- PROBLEM TO SOLVE: In this exercise, reproduce all the entries that follow exactly.

----- RECORD EXCERPTS -----

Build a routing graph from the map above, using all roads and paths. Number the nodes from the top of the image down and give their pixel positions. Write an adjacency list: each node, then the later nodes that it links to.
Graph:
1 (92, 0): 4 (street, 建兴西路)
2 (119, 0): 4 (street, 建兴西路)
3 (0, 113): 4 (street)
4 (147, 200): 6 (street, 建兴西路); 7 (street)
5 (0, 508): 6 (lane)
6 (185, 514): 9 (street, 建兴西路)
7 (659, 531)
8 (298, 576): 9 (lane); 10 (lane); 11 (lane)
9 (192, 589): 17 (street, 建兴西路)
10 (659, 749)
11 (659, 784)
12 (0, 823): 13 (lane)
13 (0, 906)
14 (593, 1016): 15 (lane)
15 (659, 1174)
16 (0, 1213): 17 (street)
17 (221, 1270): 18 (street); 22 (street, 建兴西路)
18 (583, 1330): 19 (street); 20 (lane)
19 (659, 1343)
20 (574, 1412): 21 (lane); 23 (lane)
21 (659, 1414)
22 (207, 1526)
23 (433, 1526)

-----

- SOLUTION FOR THIS EXERCISE:
Build a routing graph from the map above, using all roads and paths. Number the nodes from the top of the image down and give their pixel positions. Write an adjacency list: each node, then the later nodes that it links to.
Graph:
1 (92, 0): 4 (street, 建兴西路)
2 (119, 0): 4 (street, 建兴西路)
3 (0, 113): 4 (street)
4 (147, 200): 6 (street, 建兴西路); 7 (street)
5 (0, 508): 6 (lane)
6 (185, 514): 9 (street, 建兴西路)
7 (659, 531)
8 (298, 576): 9 (lane); 10 (lane); 11 (lane)
9 (192, 589): 17 (street, 建兴西路)
10 (659, 749)
11 (659, 784)
12 (0, 823): 13 (lane)
13 (0, 906)
14 (593, 1016): 15 (lane)
15 (659, 1174)
16 (0, 1213): 17 (street)
17 (221, 1270): 18 (street); 22 (street, 建兴西路)
18 (583, 1330): 19 (street); 20 (lane)
19 (659, 1343)
20 (574, 1412): 21 (lane); 23 (lane)
21 (659, 1414)
22 (207, 1526)
23 (433, 1526)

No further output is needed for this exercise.